**Material supplied**
§
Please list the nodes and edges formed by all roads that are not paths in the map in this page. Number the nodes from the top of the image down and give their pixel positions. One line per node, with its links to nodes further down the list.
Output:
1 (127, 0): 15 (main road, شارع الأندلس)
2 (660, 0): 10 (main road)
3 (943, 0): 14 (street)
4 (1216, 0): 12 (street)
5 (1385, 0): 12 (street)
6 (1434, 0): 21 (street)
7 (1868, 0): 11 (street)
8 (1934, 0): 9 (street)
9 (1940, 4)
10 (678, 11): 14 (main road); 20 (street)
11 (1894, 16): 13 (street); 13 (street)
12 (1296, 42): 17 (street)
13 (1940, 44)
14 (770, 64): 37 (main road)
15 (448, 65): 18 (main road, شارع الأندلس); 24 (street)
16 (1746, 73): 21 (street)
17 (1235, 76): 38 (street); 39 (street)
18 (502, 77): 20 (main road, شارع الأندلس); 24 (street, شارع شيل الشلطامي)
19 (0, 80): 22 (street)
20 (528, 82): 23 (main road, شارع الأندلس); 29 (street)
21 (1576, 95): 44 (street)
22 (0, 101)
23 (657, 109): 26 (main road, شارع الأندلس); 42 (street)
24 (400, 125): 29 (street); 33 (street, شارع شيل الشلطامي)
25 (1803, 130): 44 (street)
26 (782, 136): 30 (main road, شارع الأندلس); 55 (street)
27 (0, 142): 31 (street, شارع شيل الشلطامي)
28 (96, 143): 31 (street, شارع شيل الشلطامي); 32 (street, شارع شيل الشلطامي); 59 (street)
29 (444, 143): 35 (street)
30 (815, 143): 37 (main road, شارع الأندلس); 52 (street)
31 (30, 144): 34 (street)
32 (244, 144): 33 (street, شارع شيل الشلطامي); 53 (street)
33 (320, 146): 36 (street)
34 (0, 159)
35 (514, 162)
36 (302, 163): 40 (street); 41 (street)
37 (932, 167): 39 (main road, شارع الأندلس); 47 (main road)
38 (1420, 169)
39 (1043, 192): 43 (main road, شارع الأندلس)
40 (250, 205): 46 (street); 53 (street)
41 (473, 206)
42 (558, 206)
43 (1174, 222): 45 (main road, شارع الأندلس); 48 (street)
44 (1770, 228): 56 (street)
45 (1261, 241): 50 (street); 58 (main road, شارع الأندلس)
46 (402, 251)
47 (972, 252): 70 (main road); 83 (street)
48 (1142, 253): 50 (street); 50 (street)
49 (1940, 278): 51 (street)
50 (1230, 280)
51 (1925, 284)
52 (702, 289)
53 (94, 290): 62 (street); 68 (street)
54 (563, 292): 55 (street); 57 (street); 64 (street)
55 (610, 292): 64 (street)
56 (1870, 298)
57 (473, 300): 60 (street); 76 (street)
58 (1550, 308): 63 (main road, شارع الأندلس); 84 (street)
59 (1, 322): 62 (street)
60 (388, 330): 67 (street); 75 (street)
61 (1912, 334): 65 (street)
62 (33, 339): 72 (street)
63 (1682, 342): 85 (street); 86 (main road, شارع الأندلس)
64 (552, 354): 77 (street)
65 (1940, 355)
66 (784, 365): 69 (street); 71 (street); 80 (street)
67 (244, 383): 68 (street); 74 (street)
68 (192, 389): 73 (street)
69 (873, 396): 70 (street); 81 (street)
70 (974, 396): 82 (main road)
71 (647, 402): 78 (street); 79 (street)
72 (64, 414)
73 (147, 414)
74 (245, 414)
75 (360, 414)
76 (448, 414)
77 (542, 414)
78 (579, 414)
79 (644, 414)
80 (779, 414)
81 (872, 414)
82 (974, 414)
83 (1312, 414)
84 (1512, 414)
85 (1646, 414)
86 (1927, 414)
§
Could you print all of the data above once more, unaltered?

Please list the nodes and edges formed by all roads that are not paths in the map in this page. Number the nodes from the top of the image down and give their pixel positions. One line per node, with its links to nodes further down the list.
Output:
1 (127, 0): 15 (main road, شارع الأندلس)
2 (660, 0): 10 (main road)
3 (943, 0): 14 (street)
4 (1216, 0): 12 (street)
5 (1385, 0): 12 (street)
6 (1434, 0): 21 (street)
7 (1868, 0): 11 (street)
8 (1934, 0): 9 (street)
9 (1940, 4)
10 (678, 11): 14 (main road); 20 (street)
11 (1894, 16): 13 (street); 13 (street)
12 (1296, 42): 17 (street)
13 (1940, 44)
14 (770, 64): 37 (main road)
15 (448, 65): 18 (main road, شارع الأندلس); 24 (street)
16 (1746, 73): 21 (street)
17 (1235, 76): 38 (street); 39 (street)
18 (502, 77): 20 (main road, شارع الأندلس); 24 (street, شارع شيل الشلطامي)
19 (0, 80): 22 (street)
20 (528, 82): 23 (main road, شارع الأندلس); 29 (street)
21 (1576, 95): 44 (street)
22 (0, 101)
23 (657, 109): 26 (main road, شارع الأندلس); 42 (street)
24 (400, 125): 29 (street); 33 (street, شارع شيل الشلطامي)
25 (1803, 130): 44 (street)
26 (782, 136): 30 (main road, شارع الأندلس); 55 (street)
27 (0, 142): 31 (street, شارع شيل الشلطامي)
28 (96, 143): 31 (street, شارع شيل الشلطامي); 32 (street, شارع شيل الشلطامي); 59 (street)
29 (444, 143): 35 (street)
30 (815, 143): 37 (main road, شارع الأندلس); 52 (street)
31 (30, 144): 34 (street)
32 (244, 144): 33 (street, شارع شيل الشلطامي); 53 (street)
33 (320, 146): 36 (street)
34 (0, 159)
35 (514, 162)
36 (302, 163): 40 (street); 41 (street)
37 (932, 167): 39 (main road, شارع الأندلس); 47 (main road)
38 (1420, 169)
39 (1043, 192): 43 (main road, شارع الأندلس)
40 (250, 205): 46 (street); 53 (street)
41 (473, 206)
42 (558, 206)
43 (1174, 222): 45 (main road, شارع الأندلس); 48 (street)
44 (1770, 228): 56 (street)
45 (1261, 241): 50 (street); 58 (main road, شارع الأندلس)
46 (402, 251)
47 (972, 252): 70 (main road); 83 (street)
48 (1142, 253): 50 (street); 50 (street)
49 (1940, 278): 51 (street)
50 (1230, 280)
51 (1925, 284)
52 (702, 289)
53 (94, 290): 62 (street); 68 (street)
54 (563, 292): 55 (street); 57 (street); 64 (street)
55 (610, 292): 64 (street)
56 (1870, 298)
57 (473, 300): 60 (street); 76 (street)
58 (1550, 308): 63 (main road, شارع الأندلس); 84 (street)
59 (1, 322): 62 (street)
60 (388, 330): 67 (street); 75 (street)
61 (1912, 334): 65 (street)
62 (33, 339): 72 (street)
63 (1682, 342): 85 (street); 86 (main road, شارع الأندلس)
64 (552, 354): 77 (street)
65 (1940, 355)
66 (784, 365): 69 (street); 71 (street); 80 (street)
67 (244, 383): 68 (street); 74 (street)
68 (192, 389): 73 (street)
69 (873, 396): 70 (street); 81 (street)
70 (974, 396): 82 (main road)
71 (647, 402): 78 (street); 79 (street)
72 (64, 414)
73 (147, 414)
74 (245, 414)
75 (360, 414)
76 (448, 414)
77 (542, 414)
78 (579, 414)
79 (644, 414)
80 (779, 414)
81 (872, 414)
82 (974, 414)
83 (1312, 414)
84 (1512, 414)
85 (1646, 414)
86 (1927, 414)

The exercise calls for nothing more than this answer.